* **Exercise**
Copy the data exactly; pictures stay out of the copy.

* **Items from a dataset**
§ §
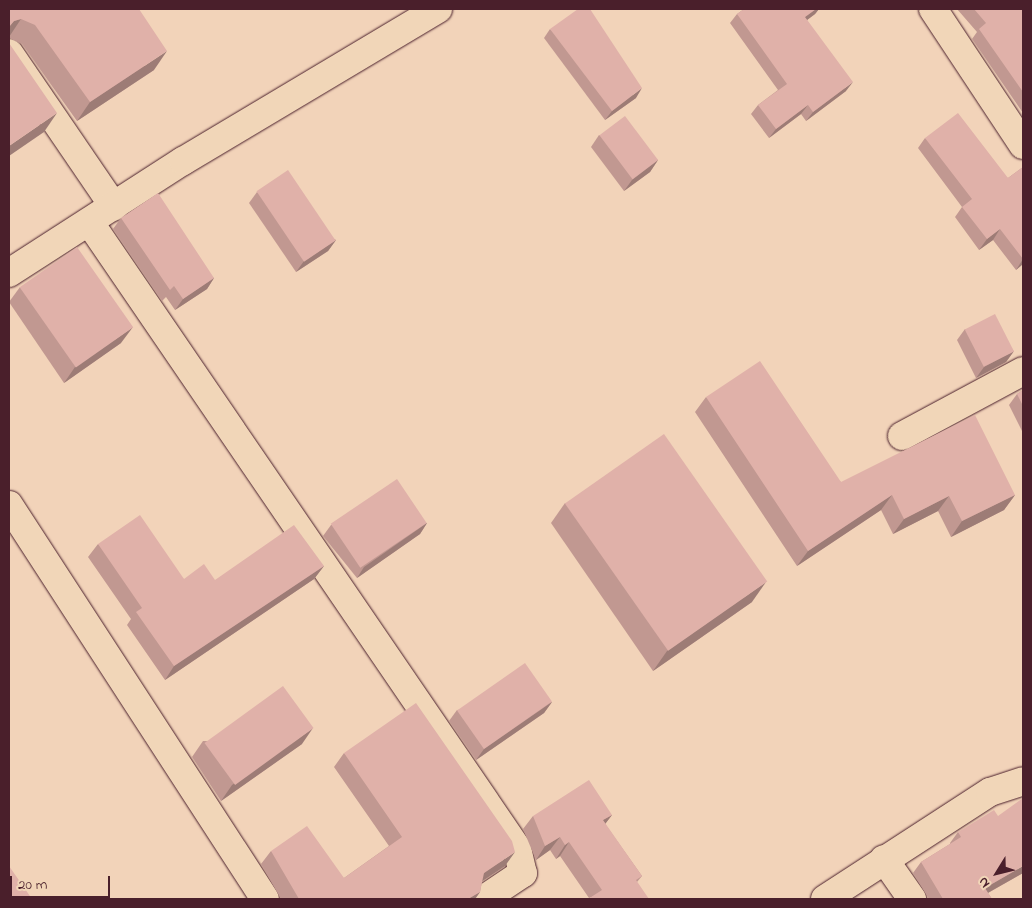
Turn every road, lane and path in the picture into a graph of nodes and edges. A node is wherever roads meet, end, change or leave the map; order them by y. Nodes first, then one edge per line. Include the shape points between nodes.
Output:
1 (438, 9) edge
2 (933, 9) edge
3 (9, 53) edge
4 (1023, 145) edge
5 (114, 207) junction
6 (90, 223) junction
7 (9, 272) edge
8 (1023, 370) edge
9 (902, 436) dead end
10 (9, 505) edge
11 (1023, 780) edge
12 (884, 859) junction
13 (265, 899) edge
14 (484, 899) edge
15 (825, 899) edge
16 (912, 899) edge

1 - 5 street
2 - 4 street
3 - 5 street
5 - 6 street
6 - 7 street
6 - 14 street via 517,848 523,873
8 - 9 street
10 - 13 street
11 - 12 street via 1003,784
12 - 15 street
12 - 16 street

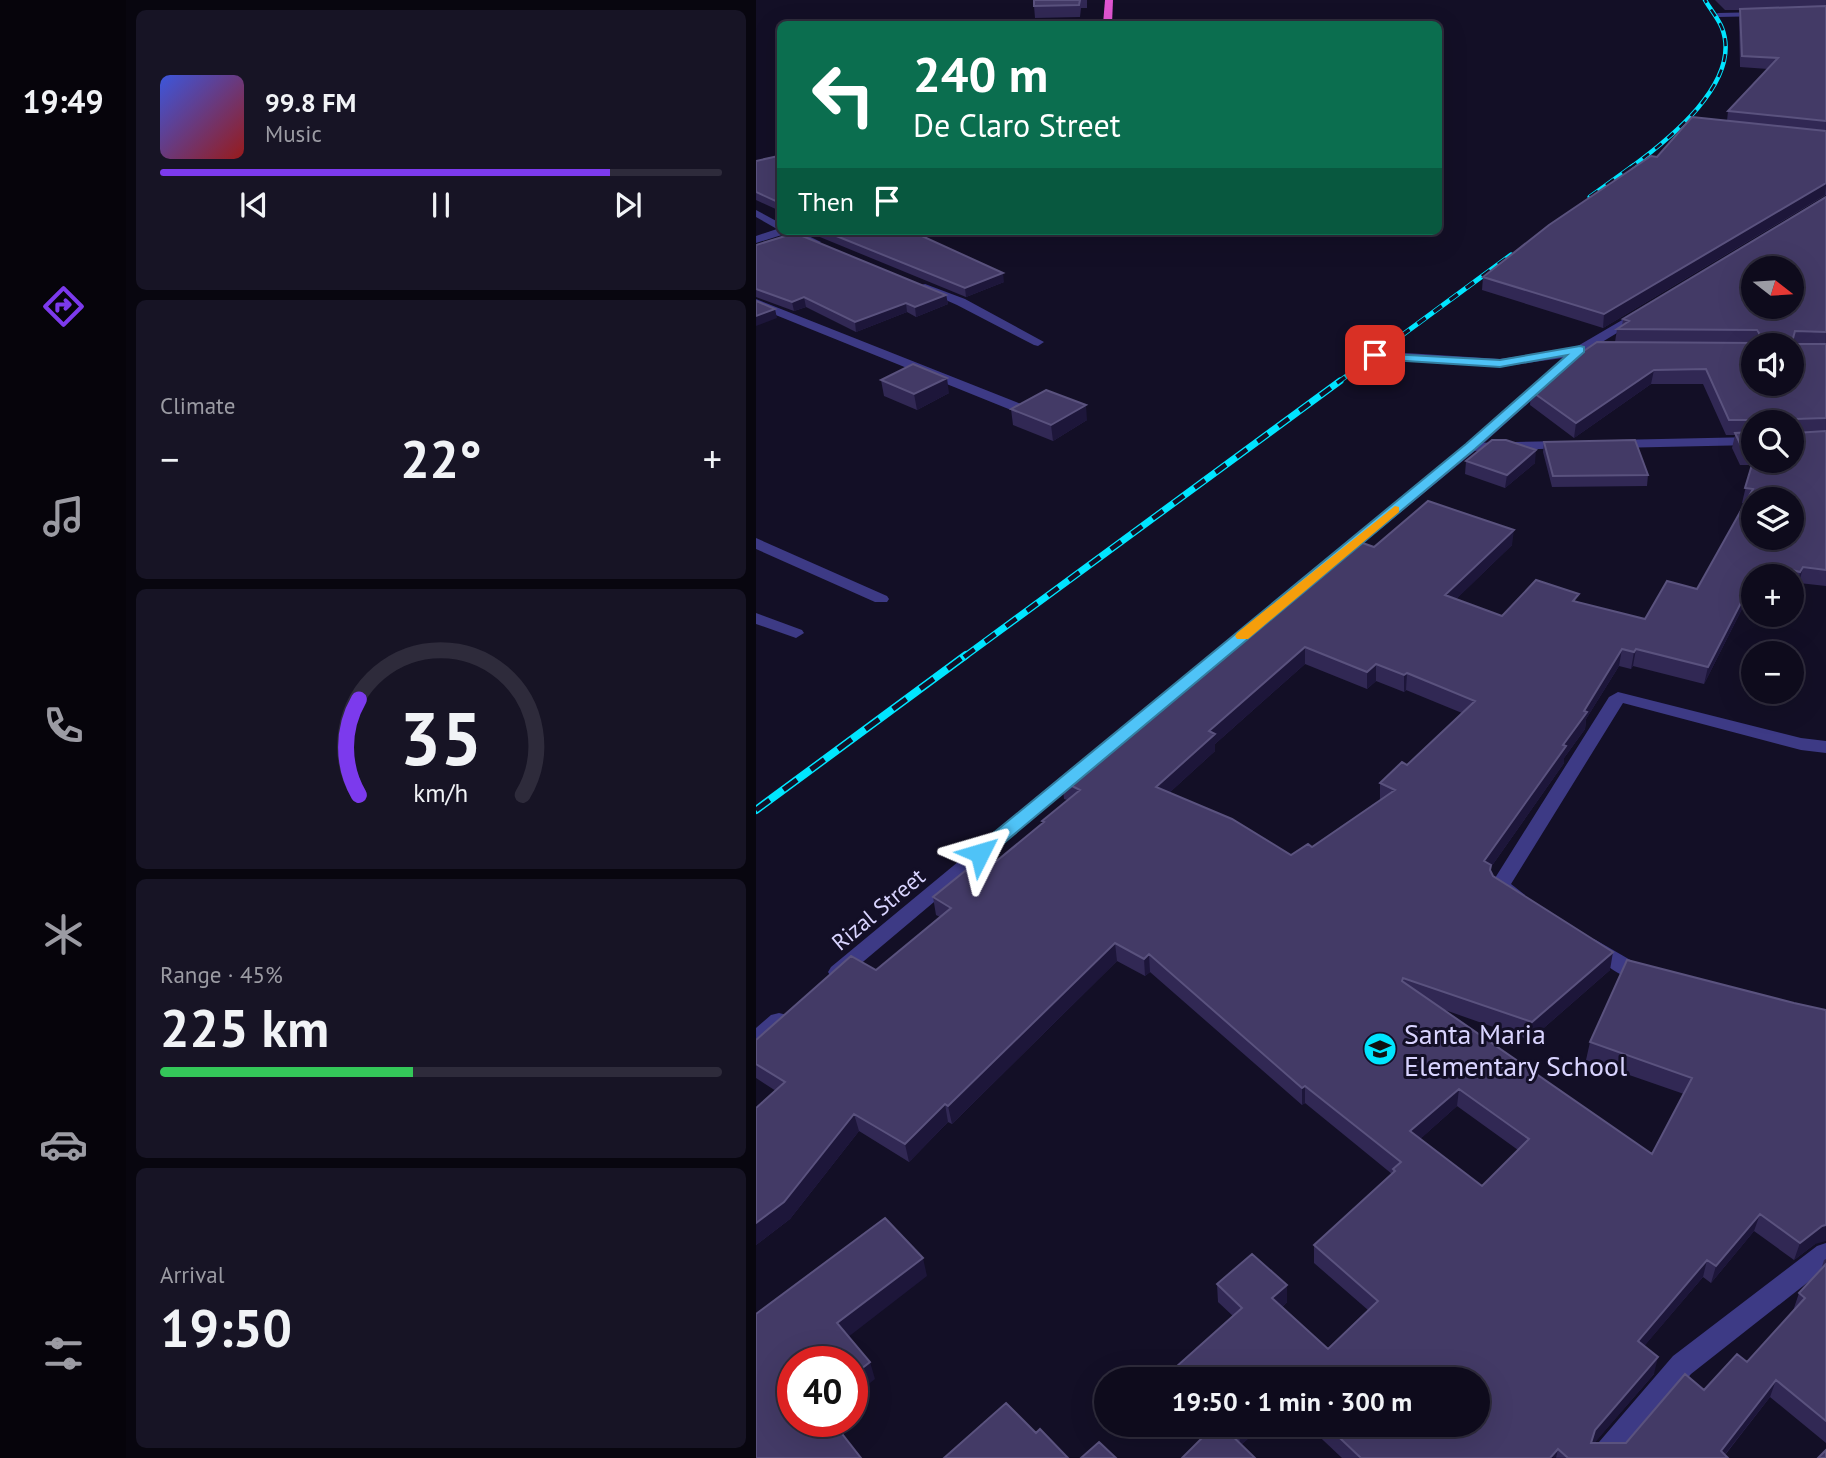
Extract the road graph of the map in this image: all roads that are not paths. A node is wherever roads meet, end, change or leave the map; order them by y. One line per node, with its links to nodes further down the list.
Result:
1 (1109, 0): 4 (highway)
2 (1772, 13): 3 (street)
3 (1718, 15)
4 (1108, 21)
5 (756, 213): 6 (street)
6 (777, 226)
7 (777, 232): 9 (street)
8 (797, 235): 10 (street)
9 (756, 240)
10 (825, 246)
11 (912, 282): 14 (street)
12 (756, 303): 18 (street)
13 (1650, 307): 15 (street)
14 (1038, 342)
15 (1580, 350): 16 (street); 17 (street); 22 (street)
16 (1606, 350)
17 (1375, 355)
18 (1021, 409)
19 (1741, 442): 20 (street)
20 (1605, 444)
21 (1578, 445): 22 (street)
22 (1471, 447): 24 (street)
23 (756, 543): 25 (street)
24 (1321, 570)
25 (881, 598)
26 (756, 618): 27 (street)
27 (796, 633)
28 (1826, 747): 30 (street)
29 (1098, 756): 33 (street, Rizal Street)
30 (1533, 907)
31 (1577, 936): 32 (street)
32 (1672, 981)
33 (820, 986)
34 (788, 1013): 35 (street)
35 (756, 1040)
36 (1826, 1254): 37 (street)
37 (1602, 1458)

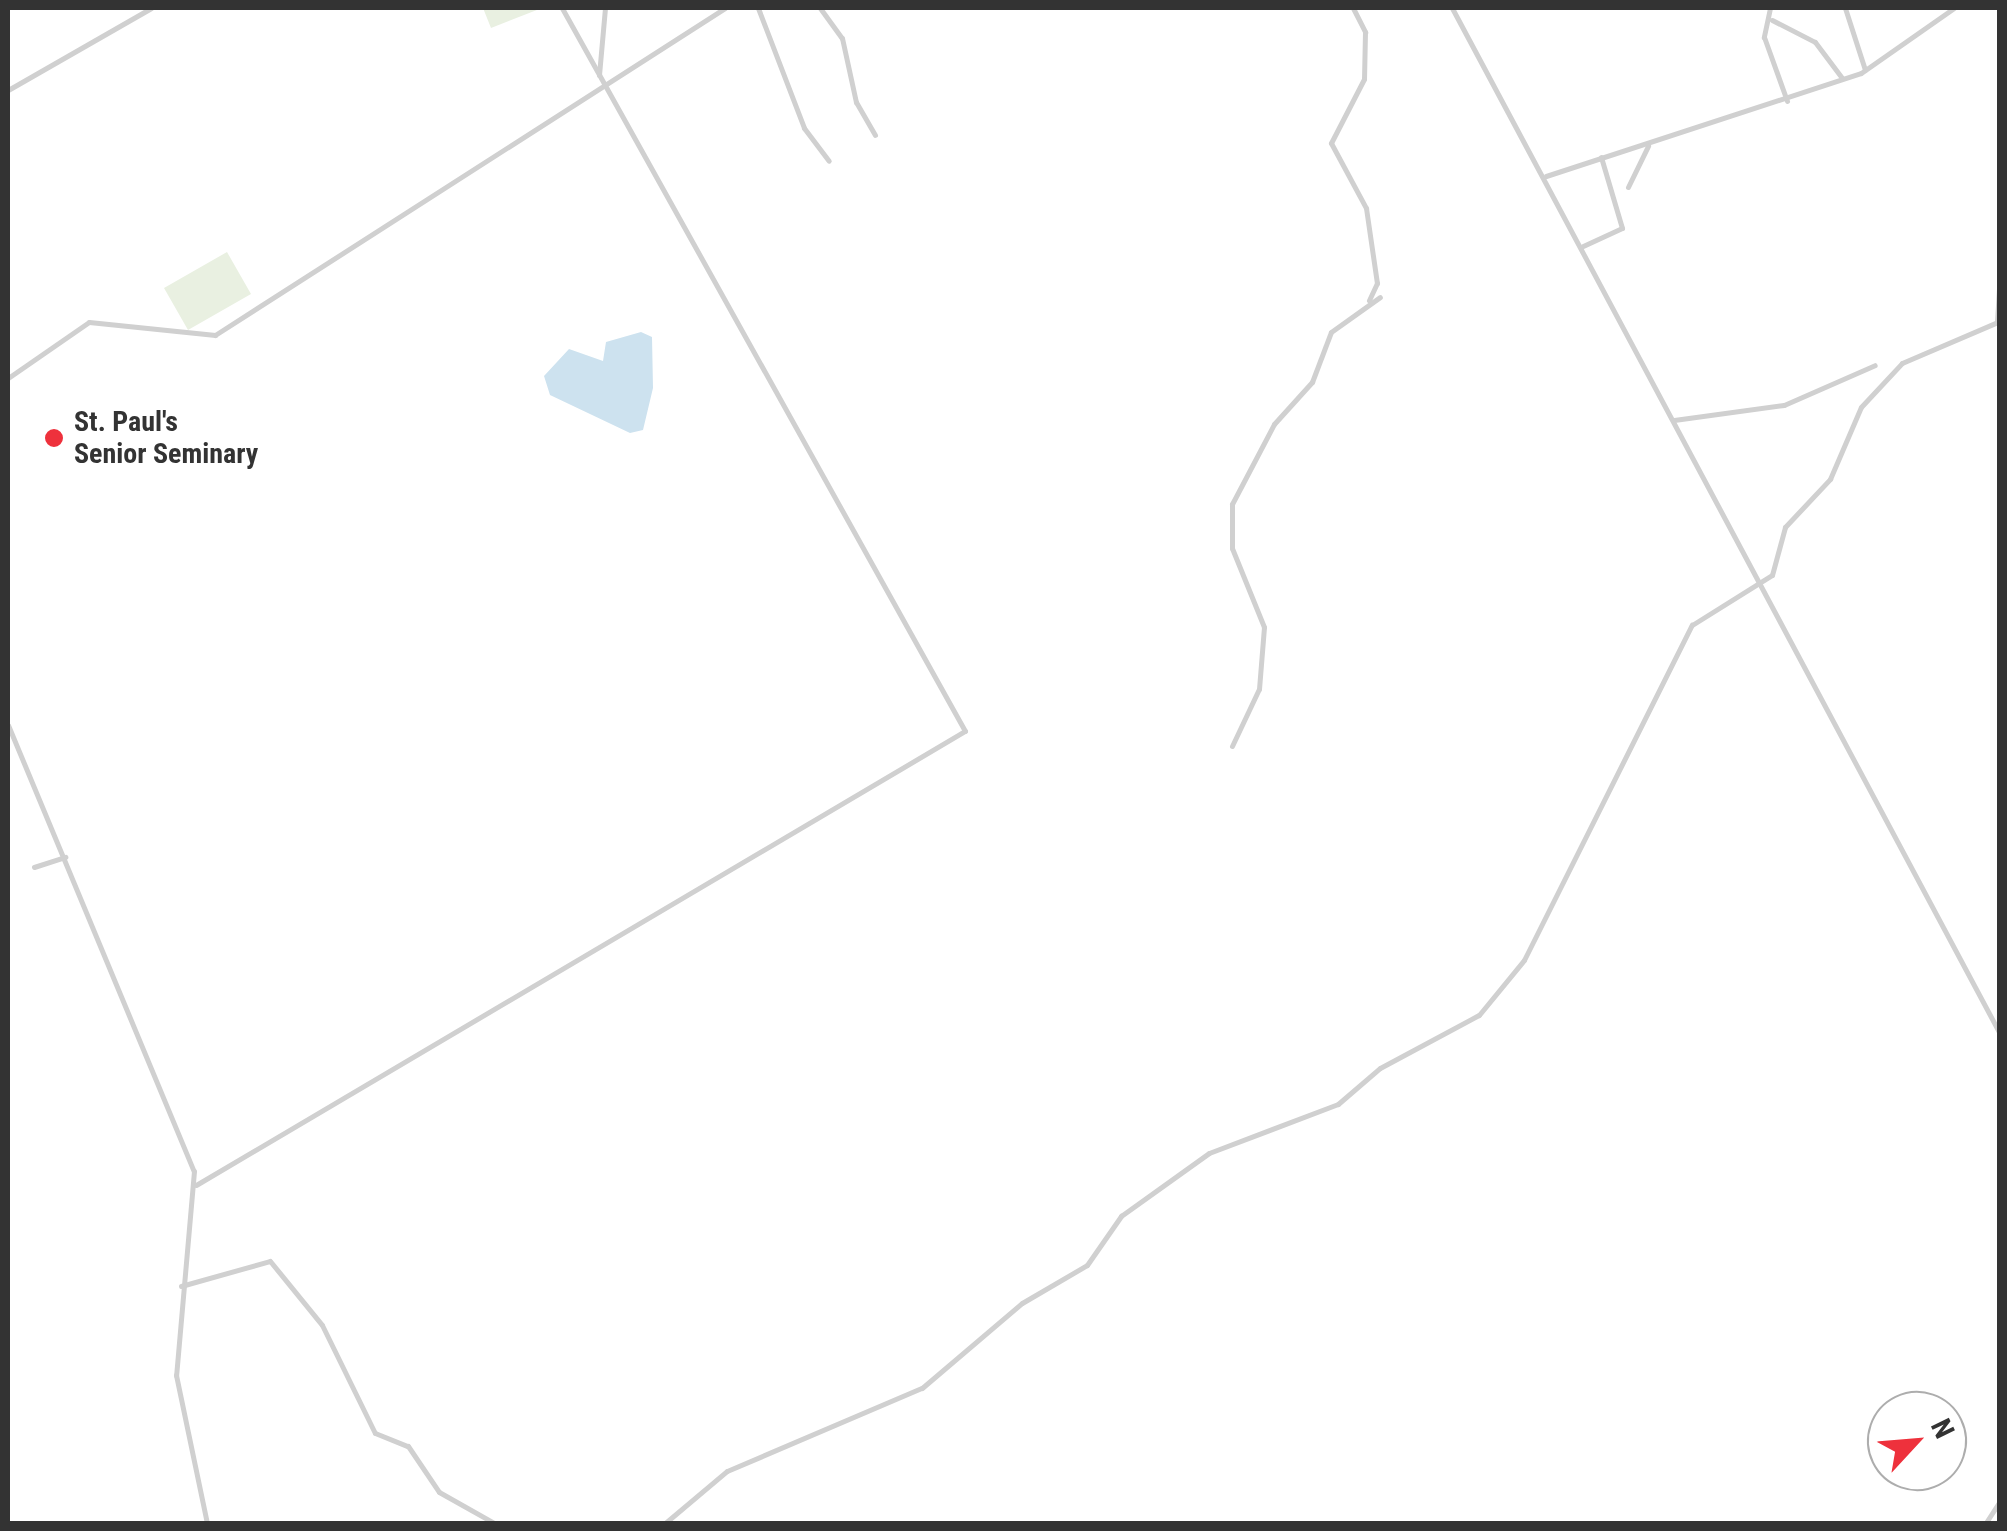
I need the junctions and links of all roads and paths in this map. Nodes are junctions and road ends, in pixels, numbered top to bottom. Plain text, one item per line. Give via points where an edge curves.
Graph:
1 (152, 8) edge
2 (562, 8) edge
3 (604, 8) edge
4 (725, 8) edge
5 (758, 8) edge
6 (820, 8) edge
7 (1353, 8) edge
8 (1452, 8) edge
9 (1770, 8) edge
10 (1845, 8) edge
11 (1954, 8) edge
12 (1772, 20) junction
13 (1865, 70) junction
14 (598, 78) junction
15 (1842, 78) junction
16 (603, 86) junction
17 (8, 90) edge
18 (1787, 101) junction
19 (875, 135) dead end
20 (1648, 146) junction
21 (1601, 156) junction
22 (828, 161) dead end
23 (1545, 177) junction
24 (1628, 188) dead end
25 (1583, 246) junction
26 (2000, 272) edge
27 (1380, 297) dead end
28 (1367, 302) junction
29 (1998, 322) edge
30 (1875, 364) dead end
31 (8, 378) edge
32 (1674, 420) junction
33 (1759, 584) junction
34 (8, 725) edge
35 (1232, 746) dead end
36 (65, 857) junction
37 (34, 867) dead end
38 (2000, 1034) edge
39 (196, 1185) junction
40 (181, 1286) junction
41 (2000, 1501) edge
42 (207, 1524) edge
43 (496, 1524) edge
44 (664, 1524) edge
45 (1985, 1524) edge

1 - 17 street
2 - 14 street
3 - 14 street
4 - 16 street
5 - 22 street via 804,128
6 - 19 street via 842,38 856,102
7 - 28 street via 1365,32 1364,78 1331,143 1366,208 1377,283
8 - 23 street
9 - 12 street
10 - 13 street
11 - 13 street
12 - 15 street via 1815,42
12 - 18 street via 1764,36
13 - 15 street
14 - 16 street
15 - 18 street
16 - 31 street via 215,335 88,322
16 - 39 street via 965,731
18 - 20 street
20 - 21 street
20 - 24 street
21 - 23 street
21 - 25 street via 1622,229
23 - 25 street
25 - 32 street
26 - 29 street
27 - 28 street
28 - 35 street via 1331,332 1312,382 1274,424 1232,504 1232,548 1264,627 1259,689
29 - 33 street via 1912,355 1870,396 1835,472 1785,526 1780,562
30 - 32 street via 1784,405
32 - 33 street
33 - 38 street
33 - 44 street via 1687,631 1524,960 1479,1015 1380,1068 1338,1104 1209,1153 1121,1216 1087,1264 1022,1303 922,1388 727,1471
34 - 36 street
36 - 37 street
36 - 39 street
39 - 40 street
40 - 42 street via 179,1403
40 - 43 street via 270,1261 322,1325 375,1434 408,1446 439,1492
41 - 45 street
§ §
* **Finished exercise**
Turn every road, lane and path in the picture into a graph of nodes and edges. A node is wherever roads meet, end, change or leave the map; order them by y. Nodes first, then one edge per line. Include the shape points between nodes.
Output:
1 (438, 9) edge
2 (933, 9) edge
3 (9, 53) edge
4 (1023, 145) edge
5 (114, 207) junction
6 (90, 223) junction
7 (9, 272) edge
8 (1023, 370) edge
9 (902, 436) dead end
10 (9, 505) edge
11 (1023, 780) edge
12 (884, 859) junction
13 (265, 899) edge
14 (484, 899) edge
15 (825, 899) edge
16 (912, 899) edge

1 - 5 street
2 - 4 street
3 - 5 street
5 - 6 street
6 - 7 street
6 - 14 street via 517,848 523,873
8 - 9 street
10 - 13 street
11 - 12 street via 1003,784
12 - 15 street
12 - 16 street

Extract the road graph of the map in this image: all roads that are not paths. A node is wherever roads meet, end, change or leave the map; order them by y. One line per node, with its links to nodes further down the list.
Result:
1 (1109, 0): 4 (highway)
2 (1772, 13): 3 (street)
3 (1718, 15)
4 (1108, 21)
5 (756, 213): 6 (street)
6 (777, 226)
7 (777, 232): 9 (street)
8 (797, 235): 10 (street)
9 (756, 240)
10 (825, 246)
11 (912, 282): 14 (street)
12 (756, 303): 18 (street)
13 (1650, 307): 15 (street)
14 (1038, 342)
15 (1580, 350): 16 (street); 17 (street); 22 (street)
16 (1606, 350)
17 (1375, 355)
18 (1021, 409)
19 (1741, 442): 20 (street)
20 (1605, 444)
21 (1578, 445): 22 (street)
22 (1471, 447): 24 (street)
23 (756, 543): 25 (street)
24 (1321, 570)
25 (881, 598)
26 (756, 618): 27 (street)
27 (796, 633)
28 (1826, 747): 30 (street)
29 (1098, 756): 33 (street, Rizal Street)
30 (1533, 907)
31 (1577, 936): 32 (street)
32 (1672, 981)
33 (820, 986)
34 (788, 1013): 35 (street)
35 (756, 1040)
36 (1826, 1254): 37 (street)
37 (1602, 1458)

I need the junctions and links of all roads and paths in this map. Nodes are junctions and road ends, in pixels, numbered top to bottom. Plain text, one item per line. Give via points where an edge curves.
Graph:
1 (152, 8) edge
2 (562, 8) edge
3 (604, 8) edge
4 (725, 8) edge
5 (758, 8) edge
6 (820, 8) edge
7 (1353, 8) edge
8 (1452, 8) edge
9 (1770, 8) edge
10 (1845, 8) edge
11 (1954, 8) edge
12 (1772, 20) junction
13 (1865, 70) junction
14 (598, 78) junction
15 (1842, 78) junction
16 (603, 86) junction
17 (8, 90) edge
18 (1787, 101) junction
19 (875, 135) dead end
20 (1648, 146) junction
21 (1601, 156) junction
22 (828, 161) dead end
23 (1545, 177) junction
24 (1628, 188) dead end
25 (1583, 246) junction
26 (2000, 272) edge
27 (1380, 297) dead end
28 (1367, 302) junction
29 (1998, 322) edge
30 (1875, 364) dead end
31 (8, 378) edge
32 (1674, 420) junction
33 (1759, 584) junction
34 (8, 725) edge
35 (1232, 746) dead end
36 (65, 857) junction
37 (34, 867) dead end
38 (2000, 1034) edge
39 (196, 1185) junction
40 (181, 1286) junction
41 (2000, 1501) edge
42 (207, 1524) edge
43 (496, 1524) edge
44 (664, 1524) edge
45 (1985, 1524) edge

1 - 17 street
2 - 14 street
3 - 14 street
4 - 16 street
5 - 22 street via 804,128
6 - 19 street via 842,38 856,102
7 - 28 street via 1365,32 1364,78 1331,143 1366,208 1377,283
8 - 23 street
9 - 12 street
10 - 13 street
11 - 13 street
12 - 15 street via 1815,42
12 - 18 street via 1764,36
13 - 15 street
14 - 16 street
15 - 18 street
16 - 31 street via 215,335 88,322
16 - 39 street via 965,731
18 - 20 street
20 - 21 street
20 - 24 street
21 - 23 street
21 - 25 street via 1622,229
23 - 25 street
25 - 32 street
26 - 29 street
27 - 28 street
28 - 35 street via 1331,332 1312,382 1274,424 1232,504 1232,548 1264,627 1259,689
29 - 33 street via 1912,355 1870,396 1835,472 1785,526 1780,562
30 - 32 street via 1784,405
32 - 33 street
33 - 38 street
33 - 44 street via 1687,631 1524,960 1479,1015 1380,1068 1338,1104 1209,1153 1121,1216 1087,1264 1022,1303 922,1388 727,1471
34 - 36 street
36 - 37 street
36 - 39 street
39 - 40 street
40 - 42 street via 179,1403
40 - 43 street via 270,1261 322,1325 375,1434 408,1446 439,1492
41 - 45 street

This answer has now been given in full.